Yes in a way we were both right because it uses the wavelengths to excite the water molecules thereby causing heat

How do microwave ovens cook food?


----------



## tinctorus (Apr 24, 2009)

Ok I got my fixtures today and am making the canopy today The one trouble im having is finding the correct compact flourescents at home depot
They have 3000 and 5000k bulbs which were essentially "bright white" and "cool white"
will those color temps be ok for plants or does someone know where to get 3500 and 6500 k bulbs online


----------



## MeiKVR6 (Sep 16, 2008)

You prob really want to find a 6500K... I bought a 10 pack 2 days ago at lowes.


----------



## McBobs (Apr 26, 2007)

tinctorus said:


> Ok I got my fixtures today and am making the canopy today The one trouble im having is finding the correct compact flourescents at home depot
> They have 3000 and 5000k bulbs which were essentially "bright white" and "cool white"
> will those color temps be ok for plants or does someone know where to get 3500 and 6500 k bulbs online


You're starting to hijack this thread a little here. Start a new thread and you'll get many more responses.

-Matt


----------



## tinctorus (Apr 24, 2009)

McBobs said:


> You're starting to hijack this thread a little here. Start a new thread and you'll get many more responses.
> 
> -Matt


woops I just realized I posted the question about my bulbs in the wrong thread lol I had two windows open I guess I clicked the wrong one


----------



## McBobs (Apr 26, 2007)

Way to go, Slick!  

-Matt


----------



## jacobi (Dec 15, 2010)

Old thread bump 

Do you think this method will work on live sphagnum moss?


----------



## MeiKVR6 (Sep 16, 2008)

Wow what a blast from the past! It's amazing what can happen in 5 years.  This thread was one of the 1'st times I began testing out different moss types in terrariums... Wow.

Yes the 5% solution does work with Sphag, although it does leech some of the color slightly.  Getting it to rinse out is tricky, though since it holds moisture so well.


----------



## Kudaria (Dec 24, 2013)

Hmm tried a double strength solution of declorinator and soak for several minutes then rinse in RO water?


----------



## Froggle (Jul 28, 2014)

Going to bump this thread with a newbie question - I figured newbies reading the thread would benefit from this info being in there! 

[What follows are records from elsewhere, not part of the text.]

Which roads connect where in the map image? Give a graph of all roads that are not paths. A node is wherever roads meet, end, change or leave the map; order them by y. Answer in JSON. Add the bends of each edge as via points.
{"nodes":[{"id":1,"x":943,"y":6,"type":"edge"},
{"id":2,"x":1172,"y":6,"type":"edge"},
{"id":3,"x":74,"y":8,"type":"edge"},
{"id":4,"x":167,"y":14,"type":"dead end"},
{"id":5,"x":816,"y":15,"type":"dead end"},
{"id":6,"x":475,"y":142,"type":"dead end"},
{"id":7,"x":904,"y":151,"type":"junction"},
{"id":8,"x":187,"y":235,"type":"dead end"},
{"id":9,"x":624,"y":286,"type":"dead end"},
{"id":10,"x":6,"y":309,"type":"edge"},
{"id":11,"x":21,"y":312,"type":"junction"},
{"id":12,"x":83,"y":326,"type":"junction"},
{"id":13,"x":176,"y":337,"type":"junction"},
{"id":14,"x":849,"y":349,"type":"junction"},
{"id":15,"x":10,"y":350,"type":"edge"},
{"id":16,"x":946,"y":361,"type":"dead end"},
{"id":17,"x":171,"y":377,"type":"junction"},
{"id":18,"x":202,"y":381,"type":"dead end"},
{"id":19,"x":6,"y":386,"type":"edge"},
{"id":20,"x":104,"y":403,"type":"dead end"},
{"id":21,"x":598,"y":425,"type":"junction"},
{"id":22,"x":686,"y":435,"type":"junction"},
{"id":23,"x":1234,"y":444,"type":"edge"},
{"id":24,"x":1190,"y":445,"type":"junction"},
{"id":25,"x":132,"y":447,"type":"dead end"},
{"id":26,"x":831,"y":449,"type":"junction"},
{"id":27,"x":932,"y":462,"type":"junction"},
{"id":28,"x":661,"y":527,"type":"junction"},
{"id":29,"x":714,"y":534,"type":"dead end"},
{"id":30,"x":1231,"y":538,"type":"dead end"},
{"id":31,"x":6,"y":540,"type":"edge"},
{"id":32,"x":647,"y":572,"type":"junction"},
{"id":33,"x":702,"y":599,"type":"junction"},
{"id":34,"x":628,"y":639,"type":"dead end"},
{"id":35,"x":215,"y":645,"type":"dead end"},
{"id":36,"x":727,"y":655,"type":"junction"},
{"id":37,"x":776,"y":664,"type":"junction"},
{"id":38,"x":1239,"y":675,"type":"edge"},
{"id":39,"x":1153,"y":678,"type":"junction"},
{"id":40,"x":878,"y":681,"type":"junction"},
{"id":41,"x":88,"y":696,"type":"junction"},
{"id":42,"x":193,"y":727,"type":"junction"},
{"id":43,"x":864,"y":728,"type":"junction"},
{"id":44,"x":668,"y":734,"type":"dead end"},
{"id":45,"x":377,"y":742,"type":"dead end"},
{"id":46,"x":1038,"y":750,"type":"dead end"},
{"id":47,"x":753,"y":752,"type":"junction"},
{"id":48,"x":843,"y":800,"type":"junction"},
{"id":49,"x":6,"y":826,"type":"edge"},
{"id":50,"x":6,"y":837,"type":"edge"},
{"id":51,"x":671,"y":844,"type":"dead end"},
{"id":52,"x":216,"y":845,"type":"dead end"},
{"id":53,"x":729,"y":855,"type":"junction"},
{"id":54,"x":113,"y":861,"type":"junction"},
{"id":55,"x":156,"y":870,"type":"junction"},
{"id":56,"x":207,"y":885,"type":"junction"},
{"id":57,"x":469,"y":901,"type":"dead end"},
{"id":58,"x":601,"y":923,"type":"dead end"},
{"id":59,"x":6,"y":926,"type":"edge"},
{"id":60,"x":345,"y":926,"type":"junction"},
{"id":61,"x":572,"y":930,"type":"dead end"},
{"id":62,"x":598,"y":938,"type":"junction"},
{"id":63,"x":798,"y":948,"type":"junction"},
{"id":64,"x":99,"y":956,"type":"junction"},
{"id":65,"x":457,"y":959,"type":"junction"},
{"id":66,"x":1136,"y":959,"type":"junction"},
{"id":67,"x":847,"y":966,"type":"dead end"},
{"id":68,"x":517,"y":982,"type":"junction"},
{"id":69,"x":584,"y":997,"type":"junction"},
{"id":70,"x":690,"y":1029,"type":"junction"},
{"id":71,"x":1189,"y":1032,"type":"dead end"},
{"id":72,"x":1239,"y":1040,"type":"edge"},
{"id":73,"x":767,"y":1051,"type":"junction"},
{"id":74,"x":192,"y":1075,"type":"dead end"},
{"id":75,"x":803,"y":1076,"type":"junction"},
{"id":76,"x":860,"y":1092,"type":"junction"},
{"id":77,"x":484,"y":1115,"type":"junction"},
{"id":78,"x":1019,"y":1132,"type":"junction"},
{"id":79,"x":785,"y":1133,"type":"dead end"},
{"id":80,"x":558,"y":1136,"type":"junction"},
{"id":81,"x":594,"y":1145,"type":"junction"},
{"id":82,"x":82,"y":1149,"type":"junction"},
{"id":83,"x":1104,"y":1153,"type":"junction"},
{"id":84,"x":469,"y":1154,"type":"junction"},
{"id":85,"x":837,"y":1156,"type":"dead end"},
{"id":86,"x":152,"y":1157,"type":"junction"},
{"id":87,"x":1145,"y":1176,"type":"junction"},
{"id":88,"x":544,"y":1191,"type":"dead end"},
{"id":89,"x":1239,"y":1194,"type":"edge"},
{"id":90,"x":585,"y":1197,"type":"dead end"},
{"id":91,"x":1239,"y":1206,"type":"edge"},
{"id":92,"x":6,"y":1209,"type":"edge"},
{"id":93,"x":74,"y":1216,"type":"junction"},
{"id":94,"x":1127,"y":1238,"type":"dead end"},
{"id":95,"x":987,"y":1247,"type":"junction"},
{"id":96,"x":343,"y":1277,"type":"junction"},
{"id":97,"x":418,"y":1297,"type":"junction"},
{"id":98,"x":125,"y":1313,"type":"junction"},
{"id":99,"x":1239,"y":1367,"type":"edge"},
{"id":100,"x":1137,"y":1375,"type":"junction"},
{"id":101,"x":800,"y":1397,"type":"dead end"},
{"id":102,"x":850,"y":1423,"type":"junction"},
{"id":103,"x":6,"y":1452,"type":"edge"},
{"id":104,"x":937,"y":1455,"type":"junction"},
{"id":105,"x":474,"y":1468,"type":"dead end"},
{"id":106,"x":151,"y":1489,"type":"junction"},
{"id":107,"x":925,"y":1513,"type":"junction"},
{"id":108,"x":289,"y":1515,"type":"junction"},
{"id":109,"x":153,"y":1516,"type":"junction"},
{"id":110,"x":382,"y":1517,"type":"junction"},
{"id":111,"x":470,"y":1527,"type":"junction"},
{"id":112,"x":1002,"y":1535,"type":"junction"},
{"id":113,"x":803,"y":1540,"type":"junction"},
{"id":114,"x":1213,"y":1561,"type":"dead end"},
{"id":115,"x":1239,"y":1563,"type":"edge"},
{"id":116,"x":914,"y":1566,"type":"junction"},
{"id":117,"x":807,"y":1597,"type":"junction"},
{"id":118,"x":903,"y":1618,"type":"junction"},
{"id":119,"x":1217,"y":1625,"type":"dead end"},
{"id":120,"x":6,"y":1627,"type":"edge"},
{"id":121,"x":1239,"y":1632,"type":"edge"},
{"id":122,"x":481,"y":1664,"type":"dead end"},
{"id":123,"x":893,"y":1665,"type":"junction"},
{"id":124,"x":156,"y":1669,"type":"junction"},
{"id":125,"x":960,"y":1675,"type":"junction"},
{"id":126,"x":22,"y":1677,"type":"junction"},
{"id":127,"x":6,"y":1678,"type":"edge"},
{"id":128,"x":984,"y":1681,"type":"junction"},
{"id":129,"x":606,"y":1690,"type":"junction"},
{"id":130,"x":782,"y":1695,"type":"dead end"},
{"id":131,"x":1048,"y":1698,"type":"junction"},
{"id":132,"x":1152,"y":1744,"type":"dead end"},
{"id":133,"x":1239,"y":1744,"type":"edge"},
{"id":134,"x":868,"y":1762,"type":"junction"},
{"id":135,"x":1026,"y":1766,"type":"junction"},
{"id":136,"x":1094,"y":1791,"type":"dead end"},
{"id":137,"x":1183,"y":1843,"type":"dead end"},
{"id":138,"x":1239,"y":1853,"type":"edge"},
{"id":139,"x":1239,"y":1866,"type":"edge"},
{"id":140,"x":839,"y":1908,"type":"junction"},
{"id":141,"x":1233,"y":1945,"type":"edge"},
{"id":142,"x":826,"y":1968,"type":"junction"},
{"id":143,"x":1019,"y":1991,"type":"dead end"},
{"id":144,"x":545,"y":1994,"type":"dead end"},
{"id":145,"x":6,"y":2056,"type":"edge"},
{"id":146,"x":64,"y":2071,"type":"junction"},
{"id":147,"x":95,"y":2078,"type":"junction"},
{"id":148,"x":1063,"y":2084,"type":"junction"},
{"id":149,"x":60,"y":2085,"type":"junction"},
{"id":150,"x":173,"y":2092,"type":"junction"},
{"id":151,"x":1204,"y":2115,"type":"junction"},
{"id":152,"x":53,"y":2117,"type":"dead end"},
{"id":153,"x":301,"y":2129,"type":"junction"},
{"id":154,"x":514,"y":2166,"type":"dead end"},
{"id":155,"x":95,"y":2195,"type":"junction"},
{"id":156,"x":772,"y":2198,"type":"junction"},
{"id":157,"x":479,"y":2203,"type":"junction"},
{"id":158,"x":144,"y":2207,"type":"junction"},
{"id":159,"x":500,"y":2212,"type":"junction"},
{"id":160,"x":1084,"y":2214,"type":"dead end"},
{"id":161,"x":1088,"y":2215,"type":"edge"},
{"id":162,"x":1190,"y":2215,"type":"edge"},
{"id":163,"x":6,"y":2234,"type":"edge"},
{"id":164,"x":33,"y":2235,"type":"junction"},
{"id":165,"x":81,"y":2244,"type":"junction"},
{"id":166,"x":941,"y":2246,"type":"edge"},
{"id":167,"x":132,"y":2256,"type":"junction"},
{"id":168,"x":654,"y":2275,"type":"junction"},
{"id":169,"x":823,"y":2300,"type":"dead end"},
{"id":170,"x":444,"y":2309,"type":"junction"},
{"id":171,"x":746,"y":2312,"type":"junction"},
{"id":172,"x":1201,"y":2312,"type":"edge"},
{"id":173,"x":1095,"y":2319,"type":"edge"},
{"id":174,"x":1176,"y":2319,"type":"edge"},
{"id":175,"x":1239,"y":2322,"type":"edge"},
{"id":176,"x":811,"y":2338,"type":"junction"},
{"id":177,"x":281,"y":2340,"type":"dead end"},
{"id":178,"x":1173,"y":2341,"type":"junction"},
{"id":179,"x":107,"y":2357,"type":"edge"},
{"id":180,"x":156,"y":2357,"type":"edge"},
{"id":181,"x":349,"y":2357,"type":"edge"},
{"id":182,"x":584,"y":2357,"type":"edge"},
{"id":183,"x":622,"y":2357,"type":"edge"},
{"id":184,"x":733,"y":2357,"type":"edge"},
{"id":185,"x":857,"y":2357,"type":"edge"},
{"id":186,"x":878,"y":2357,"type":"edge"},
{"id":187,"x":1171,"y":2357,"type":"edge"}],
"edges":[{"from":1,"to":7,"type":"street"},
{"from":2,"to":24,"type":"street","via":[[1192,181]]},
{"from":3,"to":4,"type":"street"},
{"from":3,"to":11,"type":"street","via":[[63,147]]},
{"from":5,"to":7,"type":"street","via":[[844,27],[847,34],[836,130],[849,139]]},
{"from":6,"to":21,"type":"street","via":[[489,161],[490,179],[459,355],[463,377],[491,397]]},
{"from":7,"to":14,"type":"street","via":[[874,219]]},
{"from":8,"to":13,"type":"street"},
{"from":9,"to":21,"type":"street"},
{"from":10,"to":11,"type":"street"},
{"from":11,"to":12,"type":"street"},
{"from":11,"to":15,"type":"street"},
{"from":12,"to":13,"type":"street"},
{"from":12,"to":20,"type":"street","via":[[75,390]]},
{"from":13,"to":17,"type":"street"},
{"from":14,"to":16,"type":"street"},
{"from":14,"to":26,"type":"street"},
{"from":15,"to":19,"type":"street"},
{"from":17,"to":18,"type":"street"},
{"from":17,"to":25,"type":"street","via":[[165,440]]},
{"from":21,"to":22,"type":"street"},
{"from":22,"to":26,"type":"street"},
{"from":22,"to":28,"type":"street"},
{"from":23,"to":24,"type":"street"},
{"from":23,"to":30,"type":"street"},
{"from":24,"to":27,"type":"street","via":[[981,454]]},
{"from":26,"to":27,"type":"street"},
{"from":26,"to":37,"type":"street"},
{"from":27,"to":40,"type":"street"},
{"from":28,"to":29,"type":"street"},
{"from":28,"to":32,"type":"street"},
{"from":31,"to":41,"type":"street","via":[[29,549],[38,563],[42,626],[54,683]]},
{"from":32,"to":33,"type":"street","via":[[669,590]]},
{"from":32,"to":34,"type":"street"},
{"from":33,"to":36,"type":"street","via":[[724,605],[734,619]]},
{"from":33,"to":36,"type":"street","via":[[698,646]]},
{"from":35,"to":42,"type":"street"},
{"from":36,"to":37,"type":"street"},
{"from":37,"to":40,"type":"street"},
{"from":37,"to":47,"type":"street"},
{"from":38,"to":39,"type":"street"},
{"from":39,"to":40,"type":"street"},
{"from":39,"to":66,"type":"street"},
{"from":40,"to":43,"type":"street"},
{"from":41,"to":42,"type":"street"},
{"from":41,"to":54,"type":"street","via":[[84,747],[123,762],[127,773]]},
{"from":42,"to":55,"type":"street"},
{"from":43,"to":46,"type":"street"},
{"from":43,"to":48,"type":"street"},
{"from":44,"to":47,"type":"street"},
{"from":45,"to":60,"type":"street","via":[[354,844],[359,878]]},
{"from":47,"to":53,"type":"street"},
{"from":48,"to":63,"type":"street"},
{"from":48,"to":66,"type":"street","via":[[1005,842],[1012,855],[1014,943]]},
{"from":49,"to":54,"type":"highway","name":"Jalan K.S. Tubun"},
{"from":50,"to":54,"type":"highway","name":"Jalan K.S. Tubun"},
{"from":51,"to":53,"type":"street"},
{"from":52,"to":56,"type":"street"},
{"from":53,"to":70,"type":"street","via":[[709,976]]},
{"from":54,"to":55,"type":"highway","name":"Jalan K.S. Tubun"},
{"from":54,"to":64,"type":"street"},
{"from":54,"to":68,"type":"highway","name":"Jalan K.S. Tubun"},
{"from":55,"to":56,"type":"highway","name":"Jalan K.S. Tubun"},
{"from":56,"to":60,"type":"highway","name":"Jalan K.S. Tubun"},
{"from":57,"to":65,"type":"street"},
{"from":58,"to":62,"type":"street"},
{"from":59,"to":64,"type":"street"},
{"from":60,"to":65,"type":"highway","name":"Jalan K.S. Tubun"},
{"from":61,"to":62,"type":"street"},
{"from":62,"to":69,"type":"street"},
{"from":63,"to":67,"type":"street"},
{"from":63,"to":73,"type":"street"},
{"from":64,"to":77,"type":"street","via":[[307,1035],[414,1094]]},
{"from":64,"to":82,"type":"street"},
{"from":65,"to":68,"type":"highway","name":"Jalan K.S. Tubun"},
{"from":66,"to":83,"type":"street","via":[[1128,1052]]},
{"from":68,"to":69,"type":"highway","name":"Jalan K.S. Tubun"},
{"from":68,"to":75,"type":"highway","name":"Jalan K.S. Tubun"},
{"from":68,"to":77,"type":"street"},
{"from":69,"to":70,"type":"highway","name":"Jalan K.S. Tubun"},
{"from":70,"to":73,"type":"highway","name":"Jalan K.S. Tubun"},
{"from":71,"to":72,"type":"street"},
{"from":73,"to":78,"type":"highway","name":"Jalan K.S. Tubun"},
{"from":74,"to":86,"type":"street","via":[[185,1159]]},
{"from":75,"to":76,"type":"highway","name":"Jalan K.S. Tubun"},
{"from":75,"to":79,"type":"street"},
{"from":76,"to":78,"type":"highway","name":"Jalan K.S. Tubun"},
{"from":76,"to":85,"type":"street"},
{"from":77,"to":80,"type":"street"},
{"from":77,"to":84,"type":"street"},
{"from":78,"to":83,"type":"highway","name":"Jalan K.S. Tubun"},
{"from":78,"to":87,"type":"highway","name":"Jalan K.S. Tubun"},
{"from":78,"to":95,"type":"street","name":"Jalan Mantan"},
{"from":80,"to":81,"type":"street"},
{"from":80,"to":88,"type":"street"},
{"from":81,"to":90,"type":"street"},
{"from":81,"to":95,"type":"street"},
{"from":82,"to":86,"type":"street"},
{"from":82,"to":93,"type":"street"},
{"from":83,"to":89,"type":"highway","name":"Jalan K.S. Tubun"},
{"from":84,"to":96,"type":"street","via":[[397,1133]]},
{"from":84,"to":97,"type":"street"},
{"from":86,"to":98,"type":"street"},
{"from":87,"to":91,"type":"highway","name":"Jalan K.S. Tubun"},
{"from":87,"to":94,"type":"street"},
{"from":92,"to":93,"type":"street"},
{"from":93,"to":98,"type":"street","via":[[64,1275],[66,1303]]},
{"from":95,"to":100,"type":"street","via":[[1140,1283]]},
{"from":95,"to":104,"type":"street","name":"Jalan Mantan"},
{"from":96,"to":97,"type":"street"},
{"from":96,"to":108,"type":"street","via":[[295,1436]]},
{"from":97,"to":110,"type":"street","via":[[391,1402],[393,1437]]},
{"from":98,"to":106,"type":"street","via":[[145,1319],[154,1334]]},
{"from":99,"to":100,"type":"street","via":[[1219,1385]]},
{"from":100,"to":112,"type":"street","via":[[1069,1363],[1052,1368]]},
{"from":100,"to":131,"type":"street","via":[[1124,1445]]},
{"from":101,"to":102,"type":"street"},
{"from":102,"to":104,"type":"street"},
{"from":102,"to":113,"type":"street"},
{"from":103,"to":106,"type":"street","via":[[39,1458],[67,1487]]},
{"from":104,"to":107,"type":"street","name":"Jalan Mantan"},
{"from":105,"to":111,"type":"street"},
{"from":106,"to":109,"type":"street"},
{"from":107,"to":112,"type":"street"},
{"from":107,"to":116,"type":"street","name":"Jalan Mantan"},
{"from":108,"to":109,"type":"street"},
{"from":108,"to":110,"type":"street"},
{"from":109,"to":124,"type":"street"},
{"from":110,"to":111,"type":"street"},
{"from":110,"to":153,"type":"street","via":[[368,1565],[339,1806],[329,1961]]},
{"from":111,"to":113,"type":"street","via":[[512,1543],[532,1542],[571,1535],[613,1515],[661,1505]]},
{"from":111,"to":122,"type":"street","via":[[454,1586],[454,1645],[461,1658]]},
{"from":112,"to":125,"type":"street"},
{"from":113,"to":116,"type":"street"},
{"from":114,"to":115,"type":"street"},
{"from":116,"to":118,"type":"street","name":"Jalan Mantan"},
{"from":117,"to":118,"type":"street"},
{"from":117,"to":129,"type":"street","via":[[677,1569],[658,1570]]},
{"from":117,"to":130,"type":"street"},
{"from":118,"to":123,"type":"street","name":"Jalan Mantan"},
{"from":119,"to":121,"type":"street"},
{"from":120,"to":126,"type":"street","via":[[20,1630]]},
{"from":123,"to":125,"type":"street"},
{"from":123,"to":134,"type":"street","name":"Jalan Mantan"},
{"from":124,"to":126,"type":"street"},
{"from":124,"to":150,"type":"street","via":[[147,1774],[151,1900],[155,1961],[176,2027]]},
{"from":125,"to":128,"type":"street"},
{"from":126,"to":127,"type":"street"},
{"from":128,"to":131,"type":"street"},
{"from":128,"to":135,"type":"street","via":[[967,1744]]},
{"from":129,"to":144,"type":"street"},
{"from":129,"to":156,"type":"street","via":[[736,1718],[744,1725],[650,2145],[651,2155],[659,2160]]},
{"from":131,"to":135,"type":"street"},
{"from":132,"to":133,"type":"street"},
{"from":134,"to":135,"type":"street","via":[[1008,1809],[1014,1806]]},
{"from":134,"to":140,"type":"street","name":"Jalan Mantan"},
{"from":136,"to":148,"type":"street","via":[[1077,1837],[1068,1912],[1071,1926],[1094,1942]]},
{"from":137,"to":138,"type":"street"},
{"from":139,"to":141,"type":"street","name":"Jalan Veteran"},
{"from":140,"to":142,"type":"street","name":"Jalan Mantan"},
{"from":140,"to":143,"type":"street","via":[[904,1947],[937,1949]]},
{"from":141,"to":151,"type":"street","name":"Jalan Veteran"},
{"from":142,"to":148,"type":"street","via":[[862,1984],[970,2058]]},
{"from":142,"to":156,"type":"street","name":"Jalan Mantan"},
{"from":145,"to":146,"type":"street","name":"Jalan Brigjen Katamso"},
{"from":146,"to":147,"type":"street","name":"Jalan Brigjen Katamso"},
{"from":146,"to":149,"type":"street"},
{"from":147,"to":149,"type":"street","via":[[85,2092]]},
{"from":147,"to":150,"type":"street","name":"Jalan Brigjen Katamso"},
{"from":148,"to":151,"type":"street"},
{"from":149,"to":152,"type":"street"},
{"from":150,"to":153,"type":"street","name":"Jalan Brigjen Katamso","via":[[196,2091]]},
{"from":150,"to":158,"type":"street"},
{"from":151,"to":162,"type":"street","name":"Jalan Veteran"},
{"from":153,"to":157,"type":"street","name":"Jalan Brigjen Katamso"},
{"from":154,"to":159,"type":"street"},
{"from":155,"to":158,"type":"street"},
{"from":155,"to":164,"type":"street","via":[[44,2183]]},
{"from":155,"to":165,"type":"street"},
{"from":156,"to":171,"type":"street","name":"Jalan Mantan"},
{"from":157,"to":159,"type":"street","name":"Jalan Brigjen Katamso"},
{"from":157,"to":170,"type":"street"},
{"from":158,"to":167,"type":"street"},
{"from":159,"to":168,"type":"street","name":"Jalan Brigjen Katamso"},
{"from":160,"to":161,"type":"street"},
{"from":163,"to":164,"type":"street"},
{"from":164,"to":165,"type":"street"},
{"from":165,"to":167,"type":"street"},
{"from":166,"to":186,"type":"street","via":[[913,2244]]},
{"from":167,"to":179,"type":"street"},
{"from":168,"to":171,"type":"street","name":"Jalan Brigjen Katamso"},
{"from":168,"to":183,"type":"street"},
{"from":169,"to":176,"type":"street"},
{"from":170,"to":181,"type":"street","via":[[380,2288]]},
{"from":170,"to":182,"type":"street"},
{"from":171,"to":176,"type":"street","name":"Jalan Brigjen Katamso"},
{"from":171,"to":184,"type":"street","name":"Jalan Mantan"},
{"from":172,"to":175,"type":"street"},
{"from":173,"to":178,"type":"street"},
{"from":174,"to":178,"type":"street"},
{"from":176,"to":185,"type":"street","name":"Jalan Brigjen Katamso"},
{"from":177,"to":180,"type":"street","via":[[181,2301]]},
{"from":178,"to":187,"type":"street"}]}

Bleach comes in different strengths, I assume you're using regular household bleach which I think is 5.25 percent sodium hypochlorite?

Thanks!


----------



## Woji37 (Jul 19, 2020)

I assume this procedures would work with other plants as well.
My question is how long do you keep the moss outside before putting it in the vivarium and/or how would you store it?
My vivarium isn’t ready yet.


----------